▶ _Material for the task_

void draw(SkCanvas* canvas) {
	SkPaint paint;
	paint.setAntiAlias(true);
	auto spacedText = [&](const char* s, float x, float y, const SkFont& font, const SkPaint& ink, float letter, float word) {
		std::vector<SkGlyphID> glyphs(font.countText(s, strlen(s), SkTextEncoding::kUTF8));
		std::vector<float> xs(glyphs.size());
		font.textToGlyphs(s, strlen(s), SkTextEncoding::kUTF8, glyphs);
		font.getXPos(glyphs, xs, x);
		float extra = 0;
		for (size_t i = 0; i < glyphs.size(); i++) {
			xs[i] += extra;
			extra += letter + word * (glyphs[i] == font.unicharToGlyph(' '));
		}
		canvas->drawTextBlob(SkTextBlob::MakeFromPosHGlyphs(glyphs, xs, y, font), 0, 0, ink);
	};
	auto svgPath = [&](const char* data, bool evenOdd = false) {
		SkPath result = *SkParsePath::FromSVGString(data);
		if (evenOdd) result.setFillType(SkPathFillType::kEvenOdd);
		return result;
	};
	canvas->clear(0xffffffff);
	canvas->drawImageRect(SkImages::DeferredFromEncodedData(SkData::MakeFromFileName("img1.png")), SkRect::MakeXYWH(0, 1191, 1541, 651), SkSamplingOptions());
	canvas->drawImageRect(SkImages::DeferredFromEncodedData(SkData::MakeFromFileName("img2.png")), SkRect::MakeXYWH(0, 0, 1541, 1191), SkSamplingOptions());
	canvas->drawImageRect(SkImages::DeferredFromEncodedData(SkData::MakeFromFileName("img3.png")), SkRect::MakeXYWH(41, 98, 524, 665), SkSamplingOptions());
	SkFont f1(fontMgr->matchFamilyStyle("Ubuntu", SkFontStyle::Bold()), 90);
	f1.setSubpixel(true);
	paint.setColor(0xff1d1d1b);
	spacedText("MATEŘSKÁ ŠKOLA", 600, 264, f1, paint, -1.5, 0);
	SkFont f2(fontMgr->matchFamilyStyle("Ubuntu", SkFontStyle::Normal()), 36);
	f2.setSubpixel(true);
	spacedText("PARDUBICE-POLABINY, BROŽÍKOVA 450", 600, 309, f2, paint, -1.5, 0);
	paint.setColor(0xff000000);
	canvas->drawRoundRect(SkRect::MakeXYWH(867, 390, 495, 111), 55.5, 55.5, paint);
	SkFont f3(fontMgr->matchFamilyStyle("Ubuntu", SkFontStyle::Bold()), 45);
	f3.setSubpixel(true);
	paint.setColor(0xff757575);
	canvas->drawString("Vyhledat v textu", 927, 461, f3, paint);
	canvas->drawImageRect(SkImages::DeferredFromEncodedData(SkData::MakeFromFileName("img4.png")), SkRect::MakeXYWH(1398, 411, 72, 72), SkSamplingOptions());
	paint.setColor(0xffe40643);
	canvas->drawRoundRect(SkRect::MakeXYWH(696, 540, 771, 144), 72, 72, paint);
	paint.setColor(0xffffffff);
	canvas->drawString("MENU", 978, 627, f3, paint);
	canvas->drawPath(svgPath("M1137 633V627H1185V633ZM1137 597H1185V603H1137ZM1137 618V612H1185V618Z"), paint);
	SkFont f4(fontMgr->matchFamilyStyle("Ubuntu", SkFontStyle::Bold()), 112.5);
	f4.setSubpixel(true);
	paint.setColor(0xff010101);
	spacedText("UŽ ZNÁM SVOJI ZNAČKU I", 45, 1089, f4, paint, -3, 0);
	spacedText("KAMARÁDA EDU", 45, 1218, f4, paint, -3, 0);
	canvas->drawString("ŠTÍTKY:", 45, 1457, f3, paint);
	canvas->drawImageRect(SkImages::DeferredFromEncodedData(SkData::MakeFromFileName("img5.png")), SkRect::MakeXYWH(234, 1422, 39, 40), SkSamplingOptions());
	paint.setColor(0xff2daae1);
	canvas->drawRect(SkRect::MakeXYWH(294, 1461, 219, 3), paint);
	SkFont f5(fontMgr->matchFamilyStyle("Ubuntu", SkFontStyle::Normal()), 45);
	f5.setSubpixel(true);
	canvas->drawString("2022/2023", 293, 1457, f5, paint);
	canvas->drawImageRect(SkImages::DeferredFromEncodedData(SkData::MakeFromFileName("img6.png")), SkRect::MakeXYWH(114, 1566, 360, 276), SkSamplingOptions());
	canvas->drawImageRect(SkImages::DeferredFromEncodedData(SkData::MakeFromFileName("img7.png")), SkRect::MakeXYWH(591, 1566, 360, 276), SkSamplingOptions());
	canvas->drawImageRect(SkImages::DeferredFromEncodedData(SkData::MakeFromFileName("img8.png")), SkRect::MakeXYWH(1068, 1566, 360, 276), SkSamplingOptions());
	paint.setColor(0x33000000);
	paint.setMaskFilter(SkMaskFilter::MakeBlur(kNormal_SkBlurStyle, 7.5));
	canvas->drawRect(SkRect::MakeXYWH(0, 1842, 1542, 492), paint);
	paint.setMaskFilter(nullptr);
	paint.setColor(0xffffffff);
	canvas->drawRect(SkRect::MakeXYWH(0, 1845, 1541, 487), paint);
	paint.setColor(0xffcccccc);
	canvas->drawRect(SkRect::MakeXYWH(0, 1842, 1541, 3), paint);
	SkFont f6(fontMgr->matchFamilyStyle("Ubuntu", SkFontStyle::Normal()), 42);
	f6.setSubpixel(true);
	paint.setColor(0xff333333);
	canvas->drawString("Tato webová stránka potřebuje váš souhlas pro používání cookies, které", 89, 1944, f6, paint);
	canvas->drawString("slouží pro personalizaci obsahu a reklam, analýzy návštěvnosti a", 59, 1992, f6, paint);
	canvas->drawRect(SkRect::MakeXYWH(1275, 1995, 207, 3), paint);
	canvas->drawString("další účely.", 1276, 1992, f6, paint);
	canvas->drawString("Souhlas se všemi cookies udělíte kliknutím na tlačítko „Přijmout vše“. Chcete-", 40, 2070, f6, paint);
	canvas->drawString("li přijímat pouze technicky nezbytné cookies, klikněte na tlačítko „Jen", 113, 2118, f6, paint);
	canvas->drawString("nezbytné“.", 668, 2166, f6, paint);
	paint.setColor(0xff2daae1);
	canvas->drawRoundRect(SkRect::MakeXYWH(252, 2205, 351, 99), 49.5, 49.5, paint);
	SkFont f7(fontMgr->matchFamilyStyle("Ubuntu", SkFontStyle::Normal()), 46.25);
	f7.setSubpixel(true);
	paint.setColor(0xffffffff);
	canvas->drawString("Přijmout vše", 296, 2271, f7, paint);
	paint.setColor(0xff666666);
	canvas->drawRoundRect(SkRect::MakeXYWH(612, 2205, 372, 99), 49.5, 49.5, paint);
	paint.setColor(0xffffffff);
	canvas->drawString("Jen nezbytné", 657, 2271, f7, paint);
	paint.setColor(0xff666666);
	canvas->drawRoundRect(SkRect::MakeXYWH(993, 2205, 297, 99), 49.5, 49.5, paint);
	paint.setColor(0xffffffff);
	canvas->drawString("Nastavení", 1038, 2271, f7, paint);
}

▶ _What you have to do_
Copy the records above exactly, from the first line through the line containing "auto spacedText = [&](const", and include nothing else.

▶ _Exercise solution_
void draw(SkCanvas* canvas) {
	SkPaint paint;
	paint.setAntiAlias(true);
	auto spacedText = [&](const char* s, float x, float y, const SkFont& font, const SkPaint& ink, float letter, float word) {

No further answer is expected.